Factors Underlying Non-Metropolitan-to-Metropolitan Commuting Decisions in Northern Virginia Households
This study analyzes the wage and non-wage factors underlying non-metropolitan-to-metropolitan commuting decisions of households in five non-metropolitan counties in Northern Virginia. The potential fiscal and planning implications of these decisions are also discussed. Chapter one contains a description of the study area, problem statement and objectives. Chapter two reviews related literature on commuting, housing and job location, as well as rent and wage gradients. Chapter three provides a theoretical framework for analyzing household commuting decisions. Chapter four presents descriptive statistics, and introduces a switching regression system of equations to simultaneously estimate factors influencing commuting decisions and earnings in non-metropolitan and metropolitan labor markets.

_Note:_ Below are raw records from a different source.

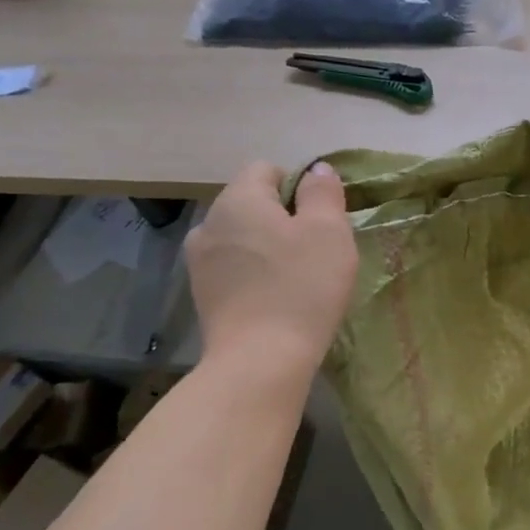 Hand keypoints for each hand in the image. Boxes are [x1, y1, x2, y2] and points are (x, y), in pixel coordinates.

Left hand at [185, 160, 357, 376]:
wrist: (261, 359)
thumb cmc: (302, 287)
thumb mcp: (329, 232)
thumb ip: (322, 193)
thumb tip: (316, 170)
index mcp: (238, 199)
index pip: (266, 169)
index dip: (298, 186)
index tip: (321, 219)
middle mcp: (209, 222)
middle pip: (251, 203)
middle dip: (283, 218)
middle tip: (316, 249)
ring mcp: (199, 261)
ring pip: (241, 237)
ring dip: (267, 246)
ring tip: (296, 276)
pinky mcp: (202, 294)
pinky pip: (233, 267)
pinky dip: (254, 273)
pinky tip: (275, 298)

Chapter five reports the regression results, and simulates wage gaps and the distance of the metropolitan labor market draw for different groups of workers. Chapter six discusses potential fiscal implications of commuting and potential policies to manage growth in commuting.

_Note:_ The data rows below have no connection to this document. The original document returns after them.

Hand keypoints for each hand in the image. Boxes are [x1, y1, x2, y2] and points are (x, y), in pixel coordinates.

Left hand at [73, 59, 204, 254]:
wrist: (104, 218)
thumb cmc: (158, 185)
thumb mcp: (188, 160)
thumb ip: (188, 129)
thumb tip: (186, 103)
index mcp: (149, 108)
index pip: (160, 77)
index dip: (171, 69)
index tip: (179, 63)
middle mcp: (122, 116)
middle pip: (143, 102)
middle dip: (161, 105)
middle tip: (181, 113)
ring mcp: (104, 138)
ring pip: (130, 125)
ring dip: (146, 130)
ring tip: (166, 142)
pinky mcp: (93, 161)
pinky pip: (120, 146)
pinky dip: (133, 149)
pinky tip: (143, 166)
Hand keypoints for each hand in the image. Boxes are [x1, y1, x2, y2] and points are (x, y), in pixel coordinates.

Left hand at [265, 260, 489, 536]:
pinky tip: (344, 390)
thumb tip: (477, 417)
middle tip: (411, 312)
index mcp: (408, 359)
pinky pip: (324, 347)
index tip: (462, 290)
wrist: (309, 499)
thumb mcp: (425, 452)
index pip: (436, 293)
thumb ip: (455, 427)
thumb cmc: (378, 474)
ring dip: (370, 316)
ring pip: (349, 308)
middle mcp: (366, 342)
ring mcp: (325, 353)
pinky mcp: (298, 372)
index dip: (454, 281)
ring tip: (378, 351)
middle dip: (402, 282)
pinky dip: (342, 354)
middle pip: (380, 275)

The empirical result shows that the major incentive for workers to commute is a large age gap between metropolitan and non-metropolitan labor market areas. Household responsibilities, housing preference and ability to find local jobs represent non-wage factors underlying commuting decisions. Two study findings suggest that the local fiscal implications of non-metropolitan-to-metropolitan commuting households may be limited. First, commuting households are found to have fewer school-aged children, and require less local expenditures on education. Second, commuting households are more likely to be homeowners, have more rooms in their homes, and provide a larger tax base.